Photo © Sunny Martini
28 Oct 2019

Cenerentola, jazzed to the max

Seattle Opera’s current staging of Cenerentola is mostly fun to watch. It is also a great example of how trying too hard to inflate a smallish work to fill a huge auditorium can make fun seem more like work.

Cenerentola, jazzed to the max

A review by Roger Downey

Photos © Sunny Martini

 

The production debuted Australia , and is described in the program as follows: “Inspired by the whimsical worlds of Charles Dickens and Tim Burton, director Lindy Hume sets the familiar classic in and around a Victorian emporium filled with period costumes, multi-level sets, and unexpected twists.”

Among the twists are: a scene set in a forced-perspective formal garden in summer when the rest of the show seems to be taking place in the dead of winter; a proscenium-filling wall of bookshelves equipped with a fifty-foot-long hidden bar; a number of primly-aproned and -capped nannies with long luxuriant beards and moustaches; and an origami shopfront stocked with collectible Victoriana.

Oh, the music? It was pretty good (as always depending where you’re sitting; in row T on Sunday evening all the singing seemed dry and distant, while from row P on Saturday afternoon the singers seemed to be in the same room as I. )
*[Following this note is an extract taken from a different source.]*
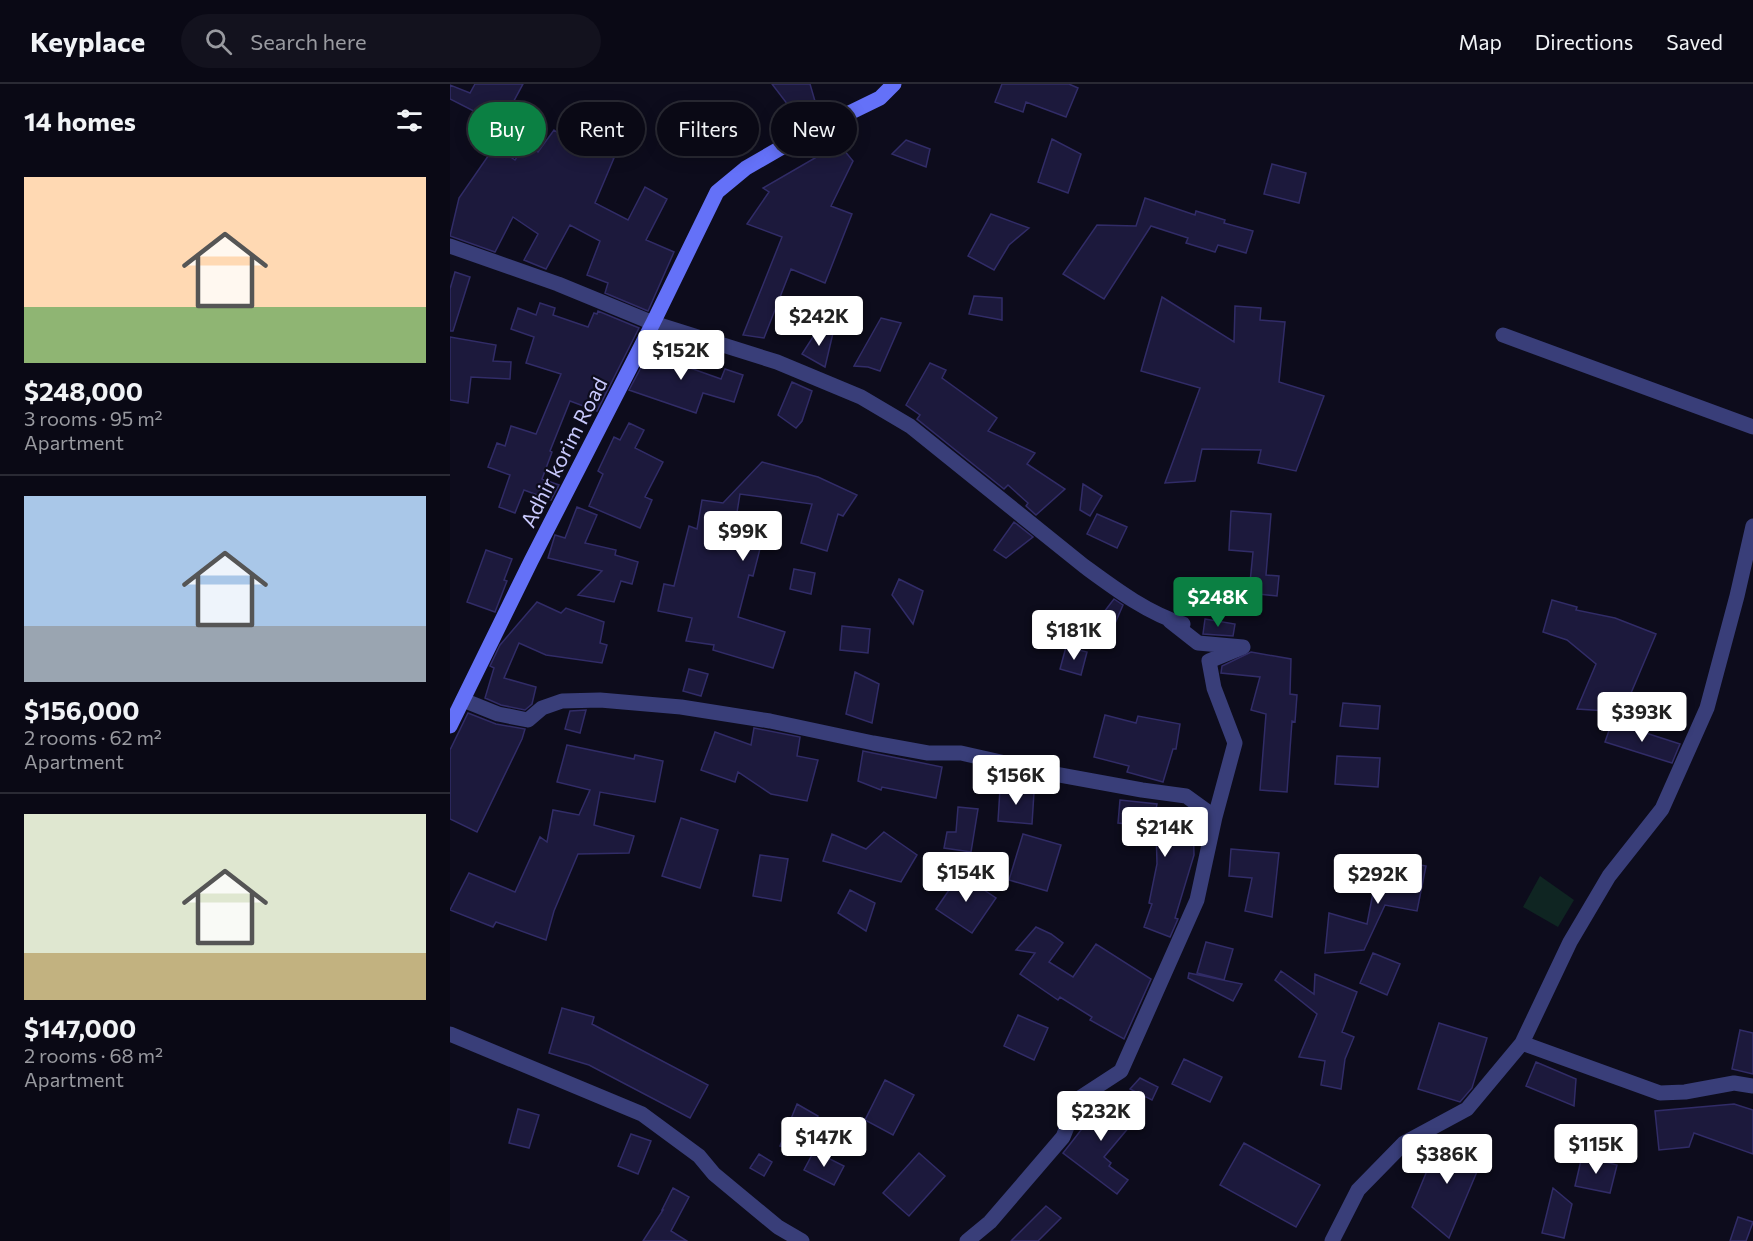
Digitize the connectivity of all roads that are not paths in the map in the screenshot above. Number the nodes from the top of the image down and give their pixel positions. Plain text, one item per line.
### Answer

This is Gary Thor Wedow’s fifth round in the pit here, but his first conducting Rossini, who presents particular problems of pacing and ensemble, mostly in the composer’s pedal-to-the-metal act-ending accelerations. Here the accelerator seemed in need of a tune-up. Cenerentola was written in two weeks against a deadline, and more of its music feels a little off-the-rack, those careening finales above all.

It also is more dependent for success than most Rossini operas on a single number: the title character’s final (only) aria “Non più mesta” (no more sadness). It’s sort of the coloratura contralto’s “Casta diva”: a summation of what the voice type is technically and emotionally capable of at full stretch.

Neither of the gifted artists singing Angelina here is really a coloratura contralto, each has difficultly producing the frequent very low notes in the role, and each has a personal approach to dealing with the character’s octaves- spanning streams of ornamented melody.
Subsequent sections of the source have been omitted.